あたまがいっぱい

猫舌と胃腸虚弱は遺伝のせいなのか

言論の自由とは何だったのか

日本のヘイトスピーチに始まり、フランスの風刺漫画の件など、言論の自由への言及が流行っているようだ。
せっかくなのでこの機会に言論の自由について振り返ってみたいと思う。
 

f:id:tetu-hk:20150121151356j:plain

 
ネットのニュースやブログ等を見る限り、どうやら世の中には無責任に言いたいことを言って誰かを傷つけても、言論の自由があるから、どんな発言でも認められると思っている人がいるらしい。
 
あまり褒められたことではないと思う。
 
これに対し、相手を傷つける発言はどんな内容であっても許されない、と言ったとする。
 
しかしこれは矛盾したアイディアだ。
 
どんなにもっともらし主張であっても「傷付いた!」と言われてしまったら口をつぐむか、徹底抗戦するしかなくなってしまう。
 
これでは誰も何も言えなくなってしまい、結果的に言論の自由は守られなくなってしまうのじゃないか?
 
ということは「相手を傷つける発言はどんな内容であっても許されない」という理屈は実は違うんじゃないかということになる。
 
もしかすると「表現の自由」とは、ある特定の思想やルールに基づいて発言することでのみ言論の自由は守られるという「条件付きの自由」なのかもしれない。
 
では具体な「条件」とは何であろうか?
 
ちょっと昔に戻って、言論の自由の認められない社会を想像してみたいと思う。
 
例えば江戸時代、政治に対して意見を述べることは厳しく禁じられていたそうだ。
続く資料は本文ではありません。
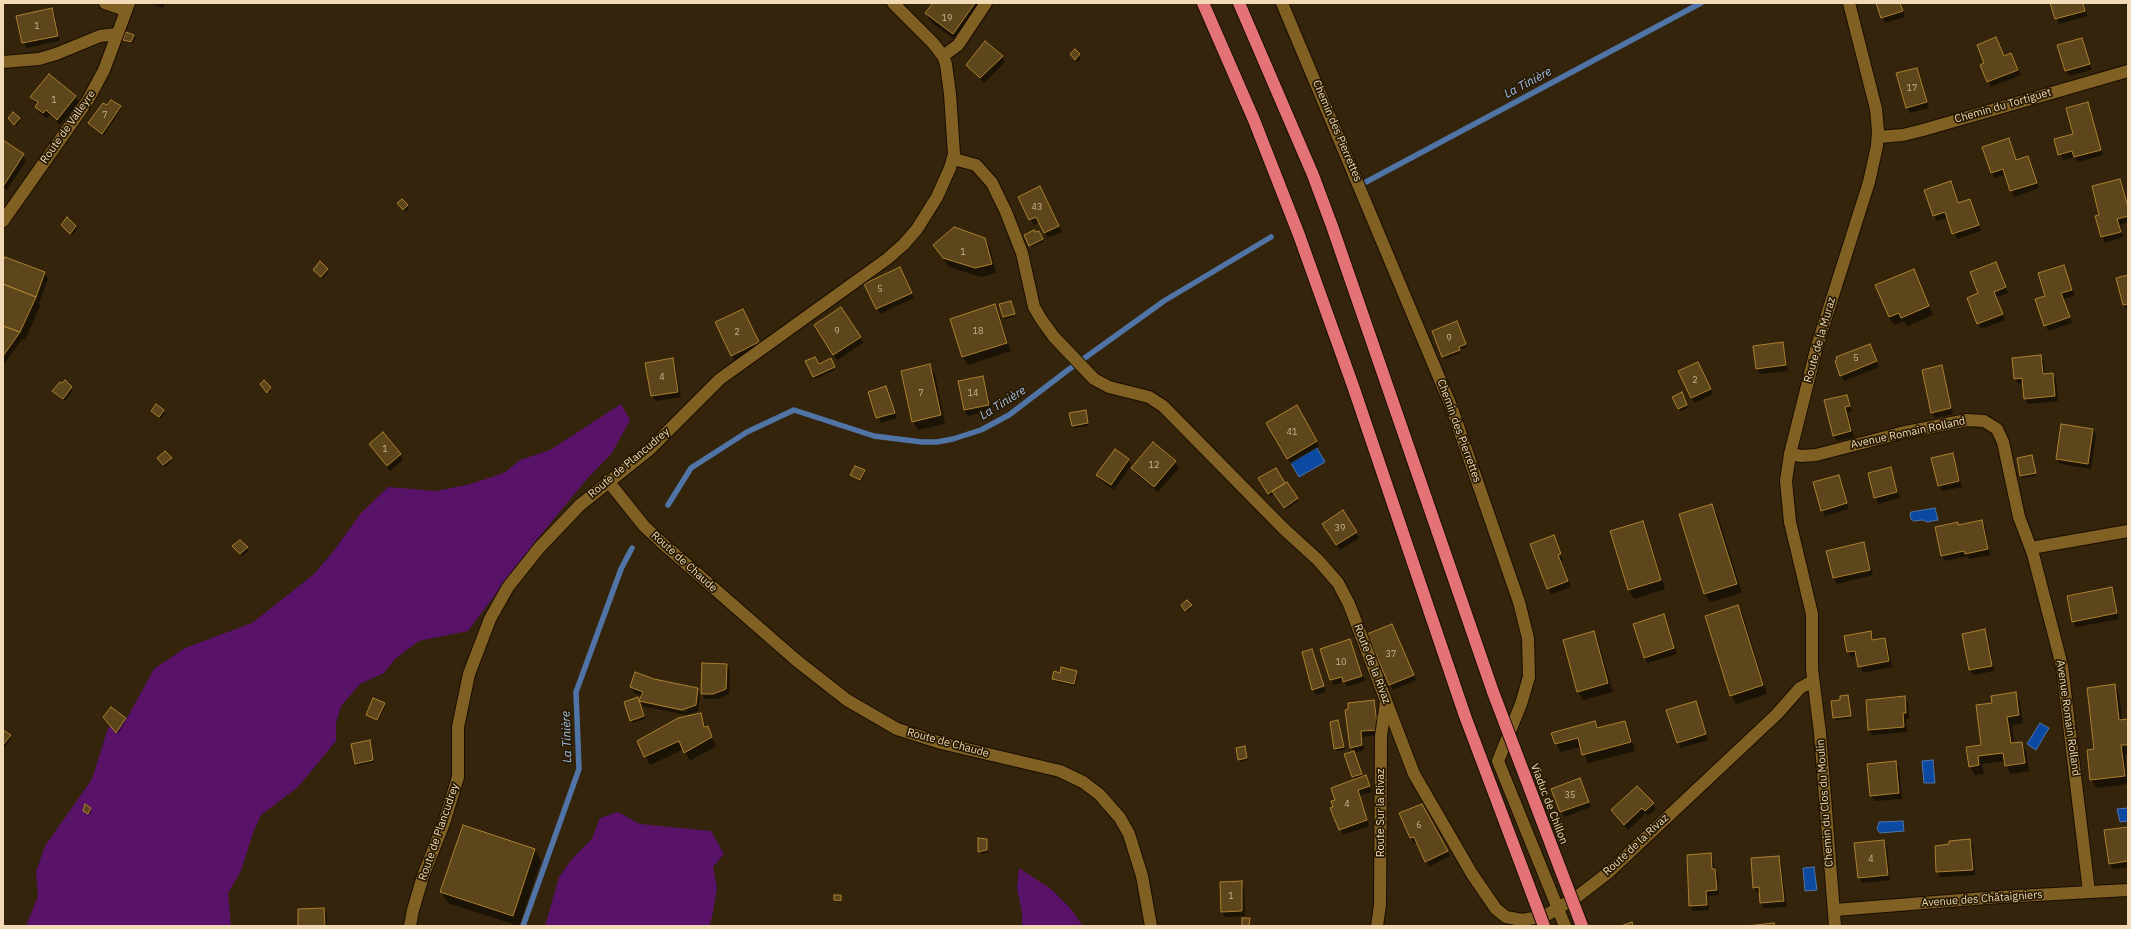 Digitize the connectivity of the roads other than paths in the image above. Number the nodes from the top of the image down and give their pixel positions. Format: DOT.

噂話をしただけで刑罰の対象になったという話も聞く。
大戦中においても特高などによって言論統制が行われていたそうだ。
 
 
このような歴史を見る限り、言論の自由とは、国民同士がお互いの意見を縛るという意味ではなく、国家が国民の意見を縛ることを禁止する法であると言える。
 
平たく言えば、国家権力が国民の自由を束縛することを防ぐ法として言論の自由があるのだ。
 
ヘイトスピーチもフランスの風刺漫画も、どうやら言論の自由とは言ってはいるが、その実は国家への言論統制に反対することではなく、国民同士がお互いの意見を否定する手段として用いられているようだ。
 
ここで言う言論の自由が、憲法に記されている言論の自由であるならば、憲法である以上国家権力を抑制する法であると解釈することが可能だ。
しかし困ったことに日本特有の「憲法解釈」という詭弁があるので、憲法の対象には国民も含まれるとの意見もあるのだ。
 
ちょっと考え過ぎな気もするが、言論の自由に言及して行くと遅かれ早かれ憲法解釈の問題に行き着く。もしかすると憲法改正に斬り込みたい人達が、今回の言論の自由問題を煽り立てているような気もする。
 
それはさておき、一般的な意味での言論の自由を言うのであれば、言論の自由の根本は権力が国民の言論を弾圧しないという意味であるので、個人間の意見に対しては適合されない、というのが僕の意見だ。
 
じゃあ言いたい放題、やりたい放題なのか?
 
実は日本においてはそうなのだ。
 
日本においては、障害者に対する差別を禁止する法律がある。また雇用に対しても差別が禁止されている。
しかし、言論に対して差別を禁止する法律は存在しないのだ。
もちろん名誉毀損ということで、相手の動きを間接的に封じることはできるが、言論の内容に対して、それが差別かどうかを精査するような法律は無いのである。
 
つまり、言ったもの勝ち、メディア権力最強状態なのだ。
 
テレビや新聞で事実無根のことでこき下ろされても、暴力で報復したが最後、傷害罪で記事告訴、人生終了である。
 
なんということだ。
マスコミはやりたい放題なのか?
 
じゃぁ政府にお願いしてマスコミを規制する法律を作ってもらおう。
いや、ダメだ。
政府は国民の言論を統制してはならないのだ。
 
2014年、国連の人種差別撤廃委員会の勧告の中で、日本政府に対して差別を禁止する法律を作るように要請が成された。
 
これまでの日本では、何を言っても許されてきた。
それはあくまでも国民が言っていいこといけないことの区別を自主的につけることができるという前提の基に成り立っている。
今回の勧告ではこの前提に国連からケチが付いたということだ。
 
誤解の無いように言っておくと、これは何でもかんでも規制すればいいと言う意味ではない。
あくまでも差別に対して規制をしろという意味である。
 
じゃぁ日本人に差別とそうでないものの区別が付けられるのか?


「表現者に対する弾圧」 ろくでなし子被告起訴で抗議:朝日新聞デジタル

こんなニュースを目にすると出来る気がしない。

 

そもそも日本人は規制に対して、差別がどうとかいう基準ではなく、人から見られて恥ずかしくないかどうかという基準で物事を見ている気がする。

 

「女性器のアートを展示するのは恥ずかしいからダメ!」

「外国人を大声で罵るのは恥ずかしくないからイイ!」

 

さすがサムライの国、恥の文化というやつだ。

 

正直僕には、このような日本の風土が良いものなのか悪いものなのかは分からない。

僕自身この風土の中で育ってきたからだ。

しかし現状を見るに民主主義の制度や、人権・言論の自由といった思想と反りがあっていないのは確かだと思う。